Effective Field Theory and Approximate Symmetries for Low-Energy Few-Body Systems

Abstract

Effective field theory (EFT) is a powerful tool for studying physical systems characterized by separated length scales. An EFT captures essential features of a physical system at a certain scale by including interactions informed by symmetries and expanded in ratios between length scales. In this way, an EFT provides a relatively simple way to obtain systematically improvable predictions of observables at a certain scale. Pionless EFT, one of the low-energy EFTs of quantum chromodynamics (QCD), has proven its success in describing few-nucleon systems. As a member of a broader class of short-range EFTs consisting of contact interactions, Pionless EFT has a well-understood renormalization, displays a high degree of universality, and can be used to study few-nucleon systems semi-analytically. In this thesis, we present our Pionless EFT studies of cold neutron-deuteron capture into the triton and a photon ($nd\to \triton \gamma$) and dark matter (DM) scattering off light nuclei; we also present a short-range EFT study of the four-boson system. We incorporate approximate symmetries in our studies to help understand these processes.
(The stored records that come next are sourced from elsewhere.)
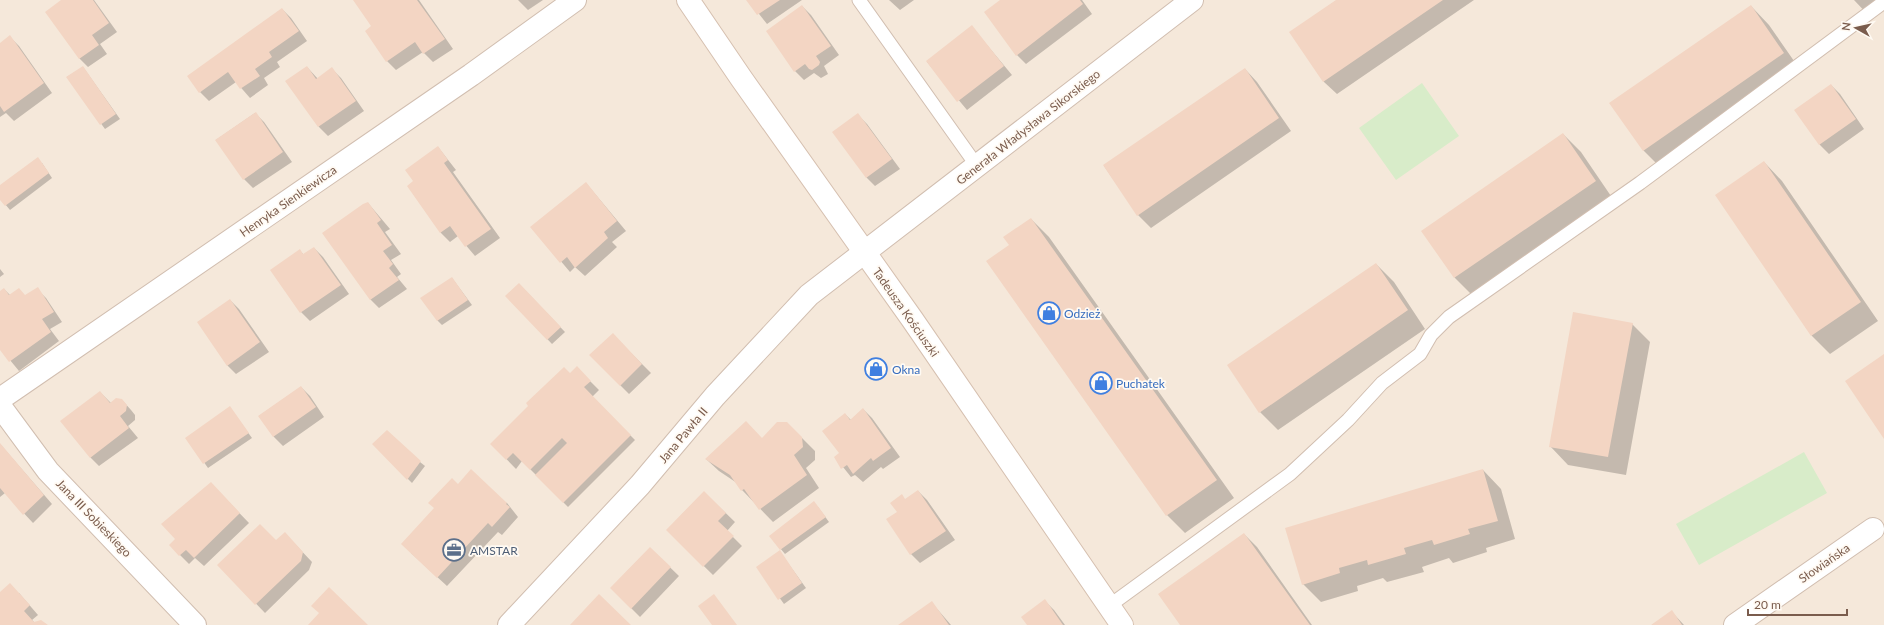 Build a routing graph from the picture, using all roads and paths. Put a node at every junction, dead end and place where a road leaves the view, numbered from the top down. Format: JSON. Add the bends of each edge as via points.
{"nodes":[{"id":1,"x":575,"y":0,"type":"edge"},
{"id":2,"x":688,"y":0,"type":"edge"},
{"id":3,"x":859,"y":0,"type":"edge"},
{"id":4,"x":1192,"y":0,"type":"edge"},
{"id":5,"x":1884,"y":2,"type":"edge"},
{"id":6,"x":977,"y":166,"type":"junction"},
{"id":7,"x":864,"y":253,"type":"junction"},
{"id":8,"x":0,"y":399,"type":"edge"},
{"id":9,"x":0,"y":406,"type":"edge"},
{"id":10,"x":1873,"y":529,"type":"dead end"},
{"id":11,"x":1109,"y":606,"type":"junction"},
{"id":12,"x":195,"y":625,"type":"edge"},
{"id":13,"x":509,"y":625,"type":"edge"},
{"id":14,"x":1122,"y":625,"type":"edge"},
{"id":15,"x":1736,"y":625,"type":"edge"}],
"edges":[{"from":1,"to":8,"type":"street","name":"Henryka Sienkiewicza","via":[[471,75]]},
{"from":2,"to":7,"type":"street","name":"Tadeusza Kościuszki"},
{"from":3,"to":6,"type":"lane"},
{"from":4,"to":6,"type":"street","name":"Generała Władysława Sikorskiego"},
{"from":5,"to":11,"type":"lane","via":[[1640,183],[1449,317],[1430,335],[1420,354],[1382,383],[1348,420],[1290,474]]},
{"from":6,"to":7,"type":"street","name":"Generała Władysława Sikorskiego"},
{"from":7,"to":11,"type":"street","name":"Tadeusza Kościuszki"},
{"from":7,"to":13,"type":"street","name":"Jana Pawła II","via":[[809,295],[715,396],[640,486]]},
{"from":9,"to":12,"type":"street","name":"Jana III Sobieskiego","via":[[48,471]]},
{"from":10,"to":15,"type":"street","name":"Słowiańska"},
{"from":11,"to":14,"type":"street","name":"Tadeusza Kościuszki"}]}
For cold $nd$ capture, we calculate the cold $nd$ capture cross section ($\sigma_{nd}$) up to and including next-to-next-to-leading order (NNLO) in Pionless EFT and use the Wigner-SU(4) symmetry to understand the suppression on the contribution from the single-nucleon magnetic currents, as observed in previous calculations using potential models or other EFTs. We also identify a three-nucleon magnetic moment counterterm needed to renormalize both $\sigma_{nd}$ and the triton magnetic moment at NNLO. For DM-light-nuclei scattering, we compute the DM-nuclei cross section for $A\leq 3$ up to and including next-to-leading order in Pionless EFT and use the large-$N_c$ (number of QCD colors) expansion to constrain the contribution from different one- and two-nucleon-DM interactions; this study helps understand how DM may interaction with nucleons with future experiments using light nuclei as targets. For the four-boson system where discrete scaling symmetry plays a crucial role, we investigate the renormalization of four-body binding energies for cold $^4$He atoms and their behavior near the unitary limit; this calculation is also a precursor to four-nucleon calculations.